Testcase management – my favorite tools

What’s the state of the product? Which areas need more work? Is it good enough for go-live?

These are some of the most important questions every tester and testmanager needs to be able answer right now!

If you’re working on a small project then a few worksheets in Excel with functions such as COUNTIF(), DSELECT() and DSUM() go a long way. But what if your project has lots of user stories, testcases and multiple testers? Then we need some tools to help us keep track of user stories, testcases, testresults and bugs.

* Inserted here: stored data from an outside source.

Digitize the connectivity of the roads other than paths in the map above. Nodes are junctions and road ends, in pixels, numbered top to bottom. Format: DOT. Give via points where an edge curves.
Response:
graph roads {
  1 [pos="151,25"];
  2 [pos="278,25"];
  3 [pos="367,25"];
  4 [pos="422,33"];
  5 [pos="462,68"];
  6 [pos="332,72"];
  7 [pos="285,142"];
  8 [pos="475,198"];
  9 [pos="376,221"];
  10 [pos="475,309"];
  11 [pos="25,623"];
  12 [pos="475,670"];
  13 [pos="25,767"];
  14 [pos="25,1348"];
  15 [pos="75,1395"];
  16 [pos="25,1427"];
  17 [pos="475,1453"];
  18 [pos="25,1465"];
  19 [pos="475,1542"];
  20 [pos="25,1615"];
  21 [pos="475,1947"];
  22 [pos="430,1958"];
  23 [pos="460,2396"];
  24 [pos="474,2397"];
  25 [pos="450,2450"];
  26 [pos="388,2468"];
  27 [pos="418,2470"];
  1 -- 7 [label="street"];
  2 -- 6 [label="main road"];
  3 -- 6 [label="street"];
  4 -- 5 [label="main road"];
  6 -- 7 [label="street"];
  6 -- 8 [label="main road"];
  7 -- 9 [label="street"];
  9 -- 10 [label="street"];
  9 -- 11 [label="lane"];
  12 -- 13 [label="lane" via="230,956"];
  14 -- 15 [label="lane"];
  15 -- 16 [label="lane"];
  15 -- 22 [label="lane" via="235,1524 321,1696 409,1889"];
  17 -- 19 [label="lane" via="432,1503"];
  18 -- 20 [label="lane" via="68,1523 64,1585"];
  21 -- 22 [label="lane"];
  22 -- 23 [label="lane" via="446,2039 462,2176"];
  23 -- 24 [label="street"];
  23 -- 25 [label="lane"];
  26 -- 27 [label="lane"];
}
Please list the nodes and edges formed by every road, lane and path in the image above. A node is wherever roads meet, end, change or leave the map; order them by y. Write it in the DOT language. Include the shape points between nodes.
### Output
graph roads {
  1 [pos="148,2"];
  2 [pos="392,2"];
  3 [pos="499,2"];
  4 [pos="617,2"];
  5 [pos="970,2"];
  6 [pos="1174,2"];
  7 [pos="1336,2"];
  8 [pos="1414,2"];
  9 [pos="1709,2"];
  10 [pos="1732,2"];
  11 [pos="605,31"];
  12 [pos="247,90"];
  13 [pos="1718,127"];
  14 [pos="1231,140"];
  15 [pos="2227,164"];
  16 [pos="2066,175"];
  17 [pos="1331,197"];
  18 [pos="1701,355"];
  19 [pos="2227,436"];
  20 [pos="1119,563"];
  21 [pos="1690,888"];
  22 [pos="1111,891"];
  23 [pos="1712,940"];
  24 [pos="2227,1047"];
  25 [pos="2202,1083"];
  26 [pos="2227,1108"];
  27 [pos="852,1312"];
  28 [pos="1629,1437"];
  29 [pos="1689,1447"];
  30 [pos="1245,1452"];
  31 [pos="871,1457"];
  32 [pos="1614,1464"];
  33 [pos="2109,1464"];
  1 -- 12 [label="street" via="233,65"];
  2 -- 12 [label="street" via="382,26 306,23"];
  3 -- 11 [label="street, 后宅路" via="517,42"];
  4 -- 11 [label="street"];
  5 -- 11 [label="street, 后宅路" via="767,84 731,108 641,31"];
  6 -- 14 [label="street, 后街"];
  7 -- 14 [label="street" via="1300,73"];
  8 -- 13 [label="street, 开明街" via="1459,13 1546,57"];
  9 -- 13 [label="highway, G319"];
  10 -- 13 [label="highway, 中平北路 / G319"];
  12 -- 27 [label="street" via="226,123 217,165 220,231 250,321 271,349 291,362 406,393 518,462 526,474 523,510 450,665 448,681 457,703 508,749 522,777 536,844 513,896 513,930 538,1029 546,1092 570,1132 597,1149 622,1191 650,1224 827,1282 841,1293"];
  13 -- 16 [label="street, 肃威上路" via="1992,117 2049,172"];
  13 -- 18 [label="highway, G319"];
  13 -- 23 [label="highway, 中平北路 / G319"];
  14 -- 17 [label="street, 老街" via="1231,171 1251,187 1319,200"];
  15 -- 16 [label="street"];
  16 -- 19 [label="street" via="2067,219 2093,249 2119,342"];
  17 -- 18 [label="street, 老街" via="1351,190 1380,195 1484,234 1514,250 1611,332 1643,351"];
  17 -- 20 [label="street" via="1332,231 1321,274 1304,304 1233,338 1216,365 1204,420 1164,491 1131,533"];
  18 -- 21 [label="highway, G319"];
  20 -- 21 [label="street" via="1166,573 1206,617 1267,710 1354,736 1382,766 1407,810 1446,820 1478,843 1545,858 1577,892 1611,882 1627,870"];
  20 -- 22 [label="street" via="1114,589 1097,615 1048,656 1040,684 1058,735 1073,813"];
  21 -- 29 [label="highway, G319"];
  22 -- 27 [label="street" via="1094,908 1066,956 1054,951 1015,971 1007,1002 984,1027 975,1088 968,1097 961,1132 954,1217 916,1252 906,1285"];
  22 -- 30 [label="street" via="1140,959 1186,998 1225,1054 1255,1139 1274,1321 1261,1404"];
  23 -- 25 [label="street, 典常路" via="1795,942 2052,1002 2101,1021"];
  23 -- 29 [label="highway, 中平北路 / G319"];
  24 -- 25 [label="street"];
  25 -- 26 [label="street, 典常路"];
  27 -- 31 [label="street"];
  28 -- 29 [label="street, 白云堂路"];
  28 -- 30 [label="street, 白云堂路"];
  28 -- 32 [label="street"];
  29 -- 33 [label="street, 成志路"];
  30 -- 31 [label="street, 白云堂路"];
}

Microsoft Team Foundation Server and Visual Studio

When you’re working with Microsoft technology, then there’s a big chance that the team is using TFS and Visual Studio for development. These tools are great for testing and testcase management too.

What does it cost?

Assuming you’re not eligible for volume licensing. You’ll need Team Foundation Server, priced at €646.00 for 5 users, or a Visual Studio Online Services subscription priced at €30.00 to €60.00 per user per month. Also each team member needs one of the following editions of Visual Studio with a MSDN subscription, even when you’re using Visual Studio Online Services.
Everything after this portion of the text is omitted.